L'idée que l'antisémitisme – ce fléau médiéval réactivé par le capitalisme moderne pour diviser la classe ouvrière et renforcer les forces fascistes – puisse être vaincu par la création d'un État juif était dès le départ une illusion trompeuse. Bannir l'antisémitisme n'est possible que par l'unification de la classe ouvrière internationale dans la lutte pour une perspective socialiste qui surmonte toutes les formes d'oppression sociale, ethnique et nationale. Le sionisme, apparu à la fin du XIXe siècle, était dirigé contre cette perspective socialiste, qui bénéficiait alors d'un large soutien au sein de la classe ouvrière juive.
Si Merz peut faire preuve d'une telle arrogance, c'est uniquement parce qu'il bénéficie du soutien de tous les partis établis et de médias de plus en plus mis au pas. L'Allemagne et les autres puissances impérialistes n'ont jamais pardonné au peuple iranien d'avoir renversé le régime du Shah lors d'une puissante révolution en 1979.
Le régime du Shah Mohammad Reza Pahlavi, porté au pouvoir en 1953 par un coup d'État de la CIA, servait de rempart aux États-Unis, à l'Allemagne et à Israël au Moyen-Orient. Il était tristement célèbre pour les méthodes de torture brutales de ses services secrets, la SAVAK. En 1979, de larges pans de la classe ouvrière, des citadins pauvres et de la classe moyenne se soulevèrent contre la dictature du Shah. Une grève des travailleurs du secteur pétrolier finit par lui briser l’échine.

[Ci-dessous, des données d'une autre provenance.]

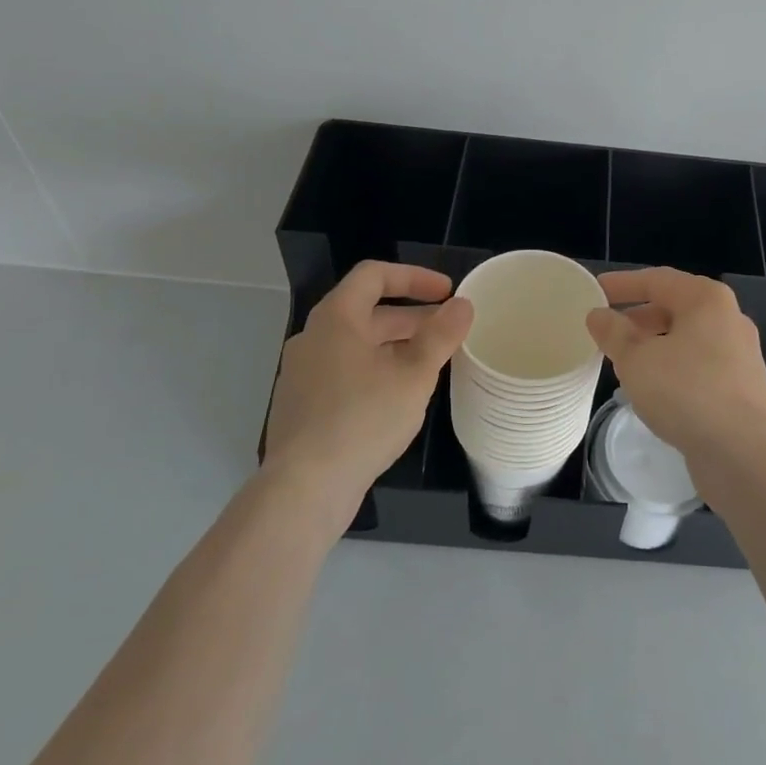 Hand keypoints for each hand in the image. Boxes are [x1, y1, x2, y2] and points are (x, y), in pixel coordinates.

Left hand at [265, 262, 472, 507]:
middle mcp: (314, 338)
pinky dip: (377, 370)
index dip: (414, 277)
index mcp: (336, 318)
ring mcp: (303, 374)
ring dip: (397, 346)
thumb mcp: (414, 374)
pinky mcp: (303, 406)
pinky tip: (400, 397)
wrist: (304, 489)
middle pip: (367, 311)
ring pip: (358, 345)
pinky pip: (346, 372)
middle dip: (412, 317)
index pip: (374, 275)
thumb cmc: (362, 419)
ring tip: (432, 363)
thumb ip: (441, 335)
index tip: (447, 292)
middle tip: (449, 330)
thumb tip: (462, 305)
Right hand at [585, 267, 765, 464]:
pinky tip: (654, 390)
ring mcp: (740, 355)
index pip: (657, 280)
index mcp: (707, 300)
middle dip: (639, 318)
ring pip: (688, 340)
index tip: (596, 290)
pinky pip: (700, 366)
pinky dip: (673, 369)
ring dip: (655, 346)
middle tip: (608, 331)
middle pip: (675, 308)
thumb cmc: (686, 391)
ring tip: (625, 362)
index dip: (623, 284)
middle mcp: (729, 319)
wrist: (744, 452)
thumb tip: (598, 315)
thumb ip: (614, 333)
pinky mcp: (743, 388)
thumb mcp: (636, 360) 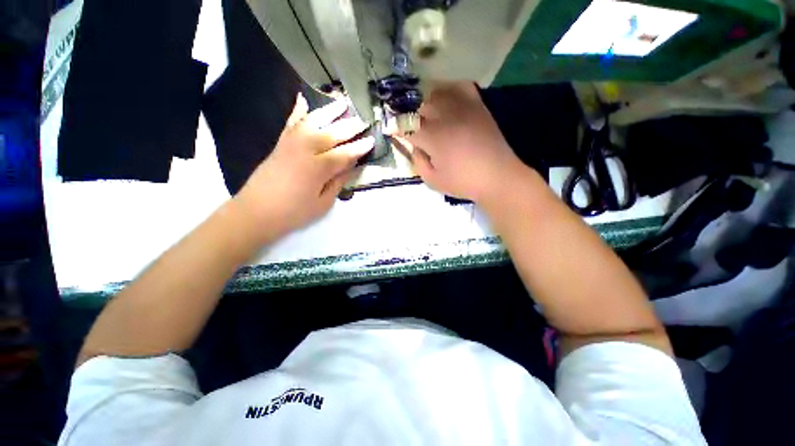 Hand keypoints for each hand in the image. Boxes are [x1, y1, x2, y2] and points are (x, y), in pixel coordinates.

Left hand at [235, 94, 373, 239]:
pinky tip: (303, 99)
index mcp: (318, 169)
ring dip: (328, 112)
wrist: (256, 212)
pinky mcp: (279, 144)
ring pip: (312, 122)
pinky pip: (290, 123)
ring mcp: (290, 144)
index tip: (371, 140)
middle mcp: (305, 150)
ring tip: (341, 102)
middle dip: (349, 127)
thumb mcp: (323, 203)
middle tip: (363, 120)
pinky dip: (297, 110)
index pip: (344, 154)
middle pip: (331, 134)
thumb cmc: (293, 212)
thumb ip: (337, 183)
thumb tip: (350, 167)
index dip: (359, 148)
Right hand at [400, 82, 523, 203]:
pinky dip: (449, 90)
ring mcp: (463, 108)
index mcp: (433, 137)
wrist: (497, 177)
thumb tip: (413, 145)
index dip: (396, 127)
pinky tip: (446, 100)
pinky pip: (460, 87)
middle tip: (406, 123)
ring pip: (436, 92)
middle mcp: (446, 116)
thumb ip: (418, 160)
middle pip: (419, 105)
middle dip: (408, 114)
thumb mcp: (432, 180)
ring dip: (425, 102)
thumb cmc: (463, 182)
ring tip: (424, 113)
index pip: (406, 126)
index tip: (390, 129)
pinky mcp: (477, 106) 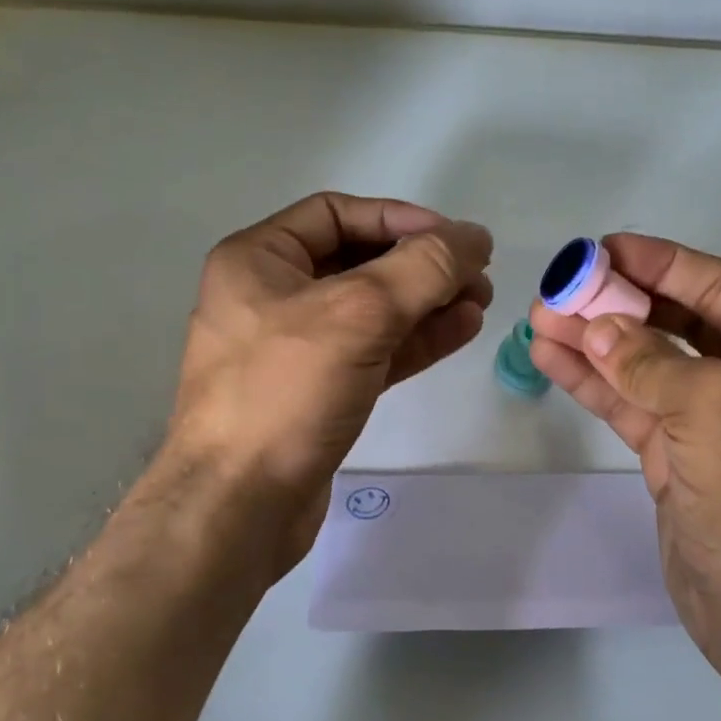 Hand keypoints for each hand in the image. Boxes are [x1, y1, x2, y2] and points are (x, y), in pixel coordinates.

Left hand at [165, 192, 492, 572]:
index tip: (456, 239)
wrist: (239, 506)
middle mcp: (271, 296)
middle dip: (421, 266)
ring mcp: (293, 349)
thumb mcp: (358, 314)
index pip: (337, 214)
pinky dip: (415, 340)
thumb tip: (474, 237)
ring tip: (481, 303)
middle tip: (478, 276)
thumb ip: (423, 268)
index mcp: (258, 260)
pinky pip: (372, 351)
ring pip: (372, 311)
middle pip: (359, 261)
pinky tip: (460, 331)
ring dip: (427, 303)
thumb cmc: (285, 392)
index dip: (400, 219)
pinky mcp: (317, 393)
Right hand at [529, 234, 720, 678]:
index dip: (660, 263)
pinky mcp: (675, 458)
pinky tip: (551, 359)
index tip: (604, 249)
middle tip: (561, 287)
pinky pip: (631, 406)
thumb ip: (649, 360)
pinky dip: (593, 383)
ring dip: (594, 342)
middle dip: (618, 305)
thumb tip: (598, 327)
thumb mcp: (712, 404)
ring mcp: (711, 422)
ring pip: (645, 366)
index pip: (718, 288)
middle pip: (676, 323)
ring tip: (539, 319) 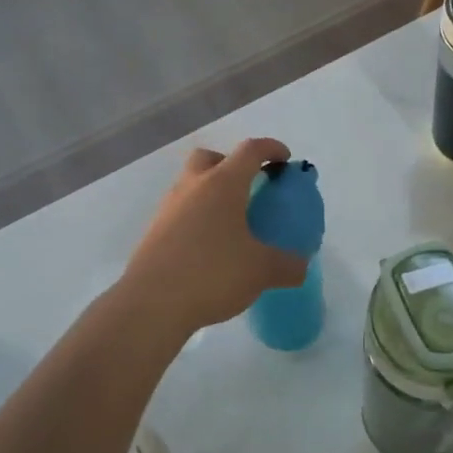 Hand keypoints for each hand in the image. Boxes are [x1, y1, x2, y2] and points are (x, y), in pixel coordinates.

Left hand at [120, 138, 307, 335]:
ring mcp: (168, 208)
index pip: (250, 151)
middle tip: (248, 188)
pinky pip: (180, 212)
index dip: (271, 149)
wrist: (152, 303)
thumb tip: (301, 265)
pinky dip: (197, 219)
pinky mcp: (154, 232)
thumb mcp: (261, 271)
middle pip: (210, 158)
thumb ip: (288, 265)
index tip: (284, 159)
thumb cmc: (212, 273)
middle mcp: (192, 187)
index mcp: (222, 184)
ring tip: (231, 224)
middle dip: (230, 164)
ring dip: (211, 193)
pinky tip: (209, 248)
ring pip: (191, 185) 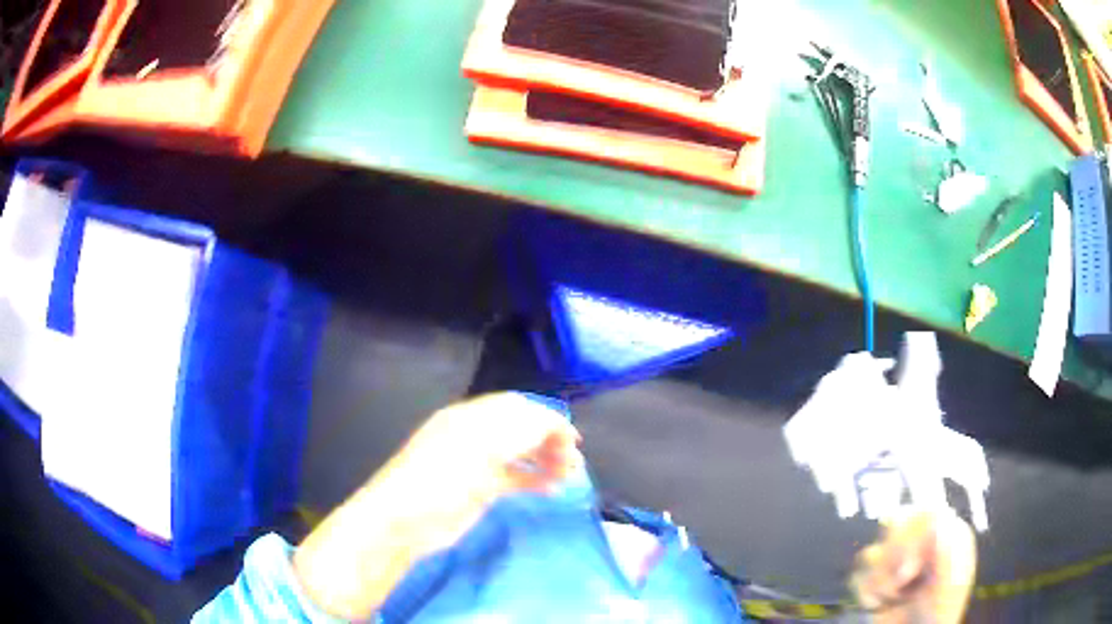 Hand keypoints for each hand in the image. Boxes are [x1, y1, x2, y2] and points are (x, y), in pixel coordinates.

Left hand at [293, 393, 581, 619]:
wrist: (404, 521)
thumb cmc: (439, 479)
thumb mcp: (478, 449)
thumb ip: (516, 432)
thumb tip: (552, 424)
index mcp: (470, 418)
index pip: (516, 408)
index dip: (546, 420)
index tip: (573, 440)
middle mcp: (474, 436)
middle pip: (520, 430)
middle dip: (550, 440)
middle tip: (573, 461)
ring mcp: (476, 465)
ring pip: (520, 454)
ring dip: (545, 460)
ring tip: (568, 475)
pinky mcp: (479, 491)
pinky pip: (513, 478)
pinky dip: (534, 479)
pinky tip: (551, 489)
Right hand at [850, 509, 976, 623]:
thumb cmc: (941, 613)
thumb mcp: (951, 584)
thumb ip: (949, 552)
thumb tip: (942, 519)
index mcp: (947, 536)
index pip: (927, 511)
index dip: (912, 538)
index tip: (909, 571)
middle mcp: (923, 542)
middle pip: (898, 521)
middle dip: (894, 555)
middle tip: (902, 582)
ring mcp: (899, 561)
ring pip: (875, 549)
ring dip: (880, 580)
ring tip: (894, 598)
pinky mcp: (878, 579)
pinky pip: (860, 574)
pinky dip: (866, 592)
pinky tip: (880, 604)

Mais en raison de la faillite des partis de gauche, notamment du parti stalinien Tudeh, la révolution fut décapitée. La classe ouvrière, qui avait joué un rôle décisif dans le renversement du Shah, fut réprimée. Un nouveau régime capitaliste, soutenu par les marchands de bazar et d'autres secteurs plus traditionnels de la bourgeoisie, consolida son pouvoir sous la direction du clergé chiite.
Mais malgré les nombreux efforts du régime des ayatollahs pour se réconcilier avec l'impérialisme, il n'a jamais réussi à rétablir les anciennes relations. Sous la pression croissante des États-Unis et de l'Europe, Téhéran a en revanche renforcé ses liens avec la Russie et la Chine.

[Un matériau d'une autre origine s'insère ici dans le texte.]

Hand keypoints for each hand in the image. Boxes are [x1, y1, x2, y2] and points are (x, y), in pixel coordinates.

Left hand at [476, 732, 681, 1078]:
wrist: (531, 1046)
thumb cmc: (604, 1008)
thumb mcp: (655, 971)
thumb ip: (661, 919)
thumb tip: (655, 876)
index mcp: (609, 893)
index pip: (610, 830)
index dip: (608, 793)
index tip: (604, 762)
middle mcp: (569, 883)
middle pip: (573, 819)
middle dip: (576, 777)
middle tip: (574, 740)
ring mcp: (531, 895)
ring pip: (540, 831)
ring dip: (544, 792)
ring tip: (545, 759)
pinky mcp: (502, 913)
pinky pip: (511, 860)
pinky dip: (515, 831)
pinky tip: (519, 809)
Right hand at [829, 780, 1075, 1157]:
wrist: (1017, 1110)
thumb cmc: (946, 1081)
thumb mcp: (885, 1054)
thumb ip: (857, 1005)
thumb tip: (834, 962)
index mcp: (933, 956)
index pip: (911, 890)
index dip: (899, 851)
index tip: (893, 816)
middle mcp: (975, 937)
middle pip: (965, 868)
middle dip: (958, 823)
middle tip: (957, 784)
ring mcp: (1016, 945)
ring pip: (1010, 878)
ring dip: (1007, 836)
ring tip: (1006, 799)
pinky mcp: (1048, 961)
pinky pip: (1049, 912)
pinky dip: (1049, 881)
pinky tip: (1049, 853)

Les efforts de Trump, Merz et Netanyahou pour provoquer un changement de régime à Téhéran ne visent pas à instaurer la «démocratie», mais à restaurer une dictature semblable à celle qui régnait sous le Shah. Il est significatif que Reza Pahlavi, le fils aîné du Shah déchu, appelle une fois de plus, depuis son exil américain, le peuple à lutter contre le régime de la République islamique. Il a accusé Khamenei sur X de se cacher dans un bunker «comme un rat apeuré».
En Allemagne, tous les partis traditionnels soutiennent la politique de Merz. Les Verts sont particulièrement agressifs à cet égard et ont également joué un rôle majeur pour attiser la guerre en Ukraine.
Le politicien écologiste Volker Beck a accusé Sahra Wagenknecht dans le Jüdische Allgemeine d'être «la cinquième colonne de Moscou» et «les troupes d'assaut antisionistes de Téhéran» parce qu'elle avait exprimé une critique modérée de l'attaque israélienne, tout en soutenant pleinement «le droit d'Israël à la légitime défense».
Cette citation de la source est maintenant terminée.